For the current analysis, the researchers pooled the data from these 2 studies, amounting to a total of 27,347 women, with ages between 50 to 79 years and 80.6% being white. These women were followed up for 18 years. There were 7489 deaths through December 31, 2014, including 1088 during the trial and 6401 since the trials ended.

All-cause mortality did not defer between the two study arms, it was 27.1% in the hormone therapy group vs 27.6% in the placebo group (hazard ratio [HR], 0.99 [95% CI, 0.94-1.03]) in the overall pooled cohort. The figures were similar for cardiovascular and cancer mortality.

The only difference in mortality was observed for breast cancer, with estrogen+ progesterone group facing a 44% increased risk relative to placebo while estrogen was protective against breast cancer and reduced the risk by 45%. 
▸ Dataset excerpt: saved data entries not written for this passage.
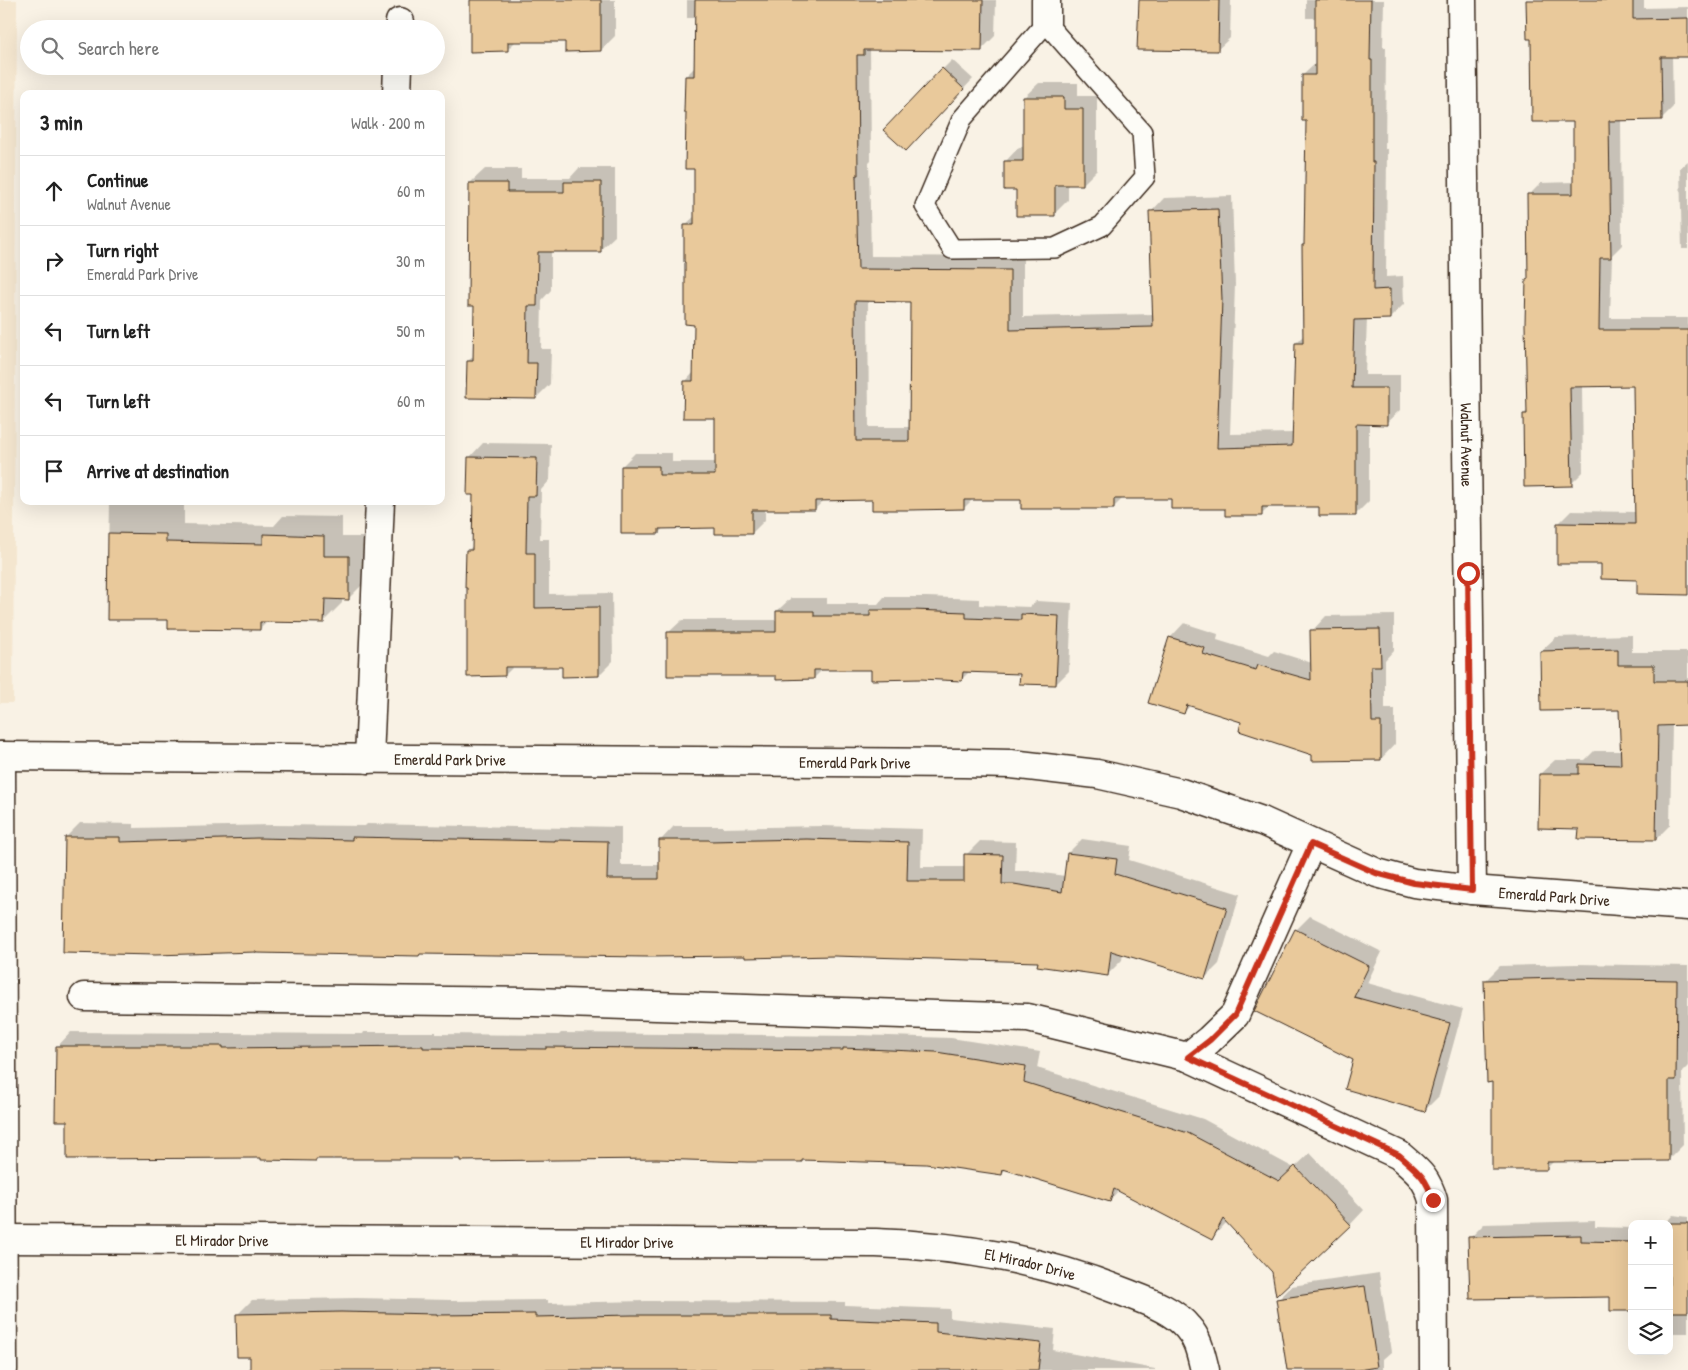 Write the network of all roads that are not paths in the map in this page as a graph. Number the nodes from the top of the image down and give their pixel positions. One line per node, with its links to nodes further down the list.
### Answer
1 (1462, 0): 10 (street, Walnut Avenue)
2 (1046, 12): 2 (lane)
3 (398, 75): 4 (street)
4 (397, 90)
5 (380, 505): 7 (street)
6 (0, 756): 7 (street, Emerald Park Drive); 9 (street)
7 (369, 759): 8 (street, Emerald Park Drive)
8 (1311, 844): 10 (street, Emerald Park Drive); 13 (street)
9 (1, 856): 14 (street)
10 (1472, 890): 11 (street, Emerald Park Drive)
11 (1688, 906)
12 (84, 997): 13 (street)
13 (1188, 1057): 17 (street)
14 (1, 1238): 15 (street); 16 (street, El Mirador Drive)
15 (3, 1370)
16 (1205, 1370)
17 (1434, 1370)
Both the earlier trials were stopped early when it became clear that HT did not improve the CVD outcomes as for both trials the primary outcome was prevention of chronic diseases and not to gauge the effectiveness of HT in managing menopausal symptoms.

Hence, the results of the study are especially important as they reassure the physician and patient that HT can be safely used for management of menopausal symptoms with a positive risk/benefit profile.

At the same time, it should also be noted that HT increases risk of stroke and breast cancer and decreases risk of endometrial and uterine cancer and hip fractures.

Still, the results of the study cannot be applied in every situation and for all women. Women who are at high risk for blood clots and breast cancer, the added increased risk may outweigh the benefit of alleviating menopausal symptoms individually.

The article is accompanied by an editorial by Melissa McNeil, MD, MPH, from the University of Pittsburgh in Pennsylvania which highlights the complexity of the issue. She writes, "Although the long-term data on total and cause-specific cumulative mortality of pooled data for hormone users vs nonusers is both compelling and reassuring, several questions remain. Perhaps the most challenging question involves the issue of whether there is a difference in overall mortality by age and menopausal status at the time of initiation of hormone therapy."

"This reduction in mortality...thus remains suggestive but not definitive," Dr McNeil further added. 

"Other questions that remain include the optimal duration of hormone therapy and if an even earlier initiation of hormone therapy, such as within 2 years of the menopausal transition, would provide additional benefits."

So, the takeaway from the study results is: HRT can be prescribed to treat menopausal symptoms with a positive risk-benefit profile without increasing all cause, cardiovascular and cancer mortality. It however should not be prescribed for prevention of  CVD and other chronic conditions.

The authors have disclosed no relevant financial relationship.